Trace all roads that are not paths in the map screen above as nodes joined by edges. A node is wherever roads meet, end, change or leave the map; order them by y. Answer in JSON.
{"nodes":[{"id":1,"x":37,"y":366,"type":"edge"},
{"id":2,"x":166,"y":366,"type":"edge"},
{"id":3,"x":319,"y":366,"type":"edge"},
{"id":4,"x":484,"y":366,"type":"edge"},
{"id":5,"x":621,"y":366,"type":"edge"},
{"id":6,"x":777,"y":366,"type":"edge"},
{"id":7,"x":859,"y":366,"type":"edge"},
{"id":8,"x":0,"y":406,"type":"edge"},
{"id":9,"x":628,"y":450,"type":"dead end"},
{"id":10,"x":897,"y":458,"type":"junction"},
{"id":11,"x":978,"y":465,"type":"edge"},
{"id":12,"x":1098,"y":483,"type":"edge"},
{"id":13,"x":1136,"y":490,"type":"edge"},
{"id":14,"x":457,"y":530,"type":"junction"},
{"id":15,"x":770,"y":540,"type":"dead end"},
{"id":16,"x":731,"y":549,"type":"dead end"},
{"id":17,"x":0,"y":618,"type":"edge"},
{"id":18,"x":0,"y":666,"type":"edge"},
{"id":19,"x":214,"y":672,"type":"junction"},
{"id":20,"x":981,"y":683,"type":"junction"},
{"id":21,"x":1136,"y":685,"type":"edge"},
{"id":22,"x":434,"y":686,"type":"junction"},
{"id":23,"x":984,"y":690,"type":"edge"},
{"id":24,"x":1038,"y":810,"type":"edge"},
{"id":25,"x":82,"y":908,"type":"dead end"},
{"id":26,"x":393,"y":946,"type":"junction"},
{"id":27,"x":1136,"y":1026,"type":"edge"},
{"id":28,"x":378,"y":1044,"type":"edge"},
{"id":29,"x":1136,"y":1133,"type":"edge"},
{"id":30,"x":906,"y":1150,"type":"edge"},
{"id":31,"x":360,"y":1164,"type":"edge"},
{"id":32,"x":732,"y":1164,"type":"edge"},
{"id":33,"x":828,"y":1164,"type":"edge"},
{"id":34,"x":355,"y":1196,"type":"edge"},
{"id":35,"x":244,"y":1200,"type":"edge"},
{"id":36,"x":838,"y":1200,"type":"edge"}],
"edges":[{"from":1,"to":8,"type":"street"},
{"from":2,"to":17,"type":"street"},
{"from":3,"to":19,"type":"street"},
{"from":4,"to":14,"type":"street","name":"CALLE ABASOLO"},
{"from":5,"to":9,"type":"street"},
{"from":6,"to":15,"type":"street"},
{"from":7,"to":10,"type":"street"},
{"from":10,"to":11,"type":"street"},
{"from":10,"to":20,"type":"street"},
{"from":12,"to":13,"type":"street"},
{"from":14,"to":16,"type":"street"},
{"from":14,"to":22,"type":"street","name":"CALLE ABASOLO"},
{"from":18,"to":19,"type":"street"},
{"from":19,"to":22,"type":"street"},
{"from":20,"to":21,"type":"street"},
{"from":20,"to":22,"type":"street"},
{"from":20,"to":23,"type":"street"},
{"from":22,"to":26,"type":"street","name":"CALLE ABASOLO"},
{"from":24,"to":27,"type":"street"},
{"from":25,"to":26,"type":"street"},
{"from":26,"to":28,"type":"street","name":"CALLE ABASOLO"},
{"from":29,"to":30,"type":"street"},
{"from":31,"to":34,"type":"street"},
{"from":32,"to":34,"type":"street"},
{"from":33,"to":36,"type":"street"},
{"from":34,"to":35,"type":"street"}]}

:::::

## ASSIGNMENT
Print out each record above exactly, with nothing omitted.

## EXERCISE OUTPUT
Trace all roads that are not paths in the map screen above as nodes joined by edges. A node is wherever roads meet, end, change or leave the map; order them by y. Answer in JSON.
{"nodes":[{"id":1,"x":37,"y":366,"type":"edge"},
{"id":2,"x":166,"y":366,"type":"edge"},
{"id":3,"x":319,"y":366,"type":"edge"},
{"id":4,"x":484,"y":366,"type":"edge"},
{"id":5,"x":621,"y":366,"type":"edge"},
{"id":6,"x":777,"y":366,"type":"edge"},
{"id":7,"x":859,"y":366,"type":"edge"},
{"id":8,"x":0,"y":406,"type":"edge"},
{"id":9,"x":628,"y":450,"type":"dead end"},
{"id":10,"x":897,"y":458,"type":"junction"},
{"id":11,"x":978,"y":465,"type":"edge"},
{"id":12,"x":1098,"y":483,"type":"edge"},
{"id":13,"x":1136,"y":490,"type":"edge"},
{"id":14,"x":457,"y":530,"type":"junction"},
{"id":15,"x":770,"y":540,"type":"dead end"},
{"id":16,"x":731,"y":549,"type":"dead end"},
{"id":17,"x":0,"y":618,"type":"edge"},
{"id":18,"x":0,"y":666,"type":"edge"},
{"id":19,"x":214,"y":672,"type":"junction"},
{"id":20,"x":981,"y":683,"type":"junction"},
{"id":21,"x":1136,"y":685,"type":"edge"},
{"id":22,"x":434,"y":686,"type":"junction"},
{"id":23,"x":984,"y":690,"type":"edge"},
{"id":24,"x":1038,"y":810,"type":"edge"},
{"id":25,"x":82,"y":908,"type":"dead end"},
{"id":26,"x":393,"y":946,"type":"junction"},
{"id":27,"x":1136,"y":1026,"type":"edge"},
{"id":28,"x":378,"y":1044,"type":"edge"},
{"id":29,"x":1136,"y":1133,"type":"edge"},
{"id":30,"x":906,"y":1150,"type":"edge"},
{"id":31,"x":360,"y":1164,"type":"edge"},
{"id":32,"x":732,"y":1164,"type":"edge"},
{"id":33,"x":828,"y":1164,"type":"edge"},
{"id":34,"x":355,"y":1196,"type":"edge"},
{"id":35,"x":244,"y":1200,"type":"edge"},
{"id":36,"x":838,"y":1200,"type":"edge"}],
"edges":[{"from":1,"to":8,"type":"street"},
{"from":2,"to":17,"type":"street"},
{"from":3,"to":19,"type":"street"},
{"from":4,"to":14,"type":"street","name":"CALLE ABASOLO"},
{"from":5,"to":9,"type":"street"},
{"from":6,"to":15,"type":"street"},
{"from":7,"to":10,"type":"street"},
{"from":10,"to":11,"type":"street"},
{"from":10,"to":20,"type":"street"},
{"from":12,"to":13,"type":"street"},
{"from":14,"to":16,"type":"street"},
{"from":14,"to":22,"type":"street","name":"CALLE ABASOLO"},
{"from":18,"to":19,"type":"street"},
{"from":19,"to":22,"type":"street"},
{"from":20,"to":21,"type":"street"},
{"from":20,"to":22,"type":"street"},
{"from":20,"to":23,"type":"street"},
{"from":22,"to":26,"type":"street","name":"CALLE ABASOLO"},
{"from":24,"to":27,"type":"street"},
{"from":25,"to":26,"type":"street"},
{"from":26,"to":28,"type":"street","name":"CALLE ABASOLO"},
{"from":29,"to":30,"type":"street"},
{"from":31,"to":34,"type":"street"},
{"from":32,"to":34,"type":"street"},
{"from":33,"to":36,"type":"street"},
{"from":34,"to":35,"type":"street"}]}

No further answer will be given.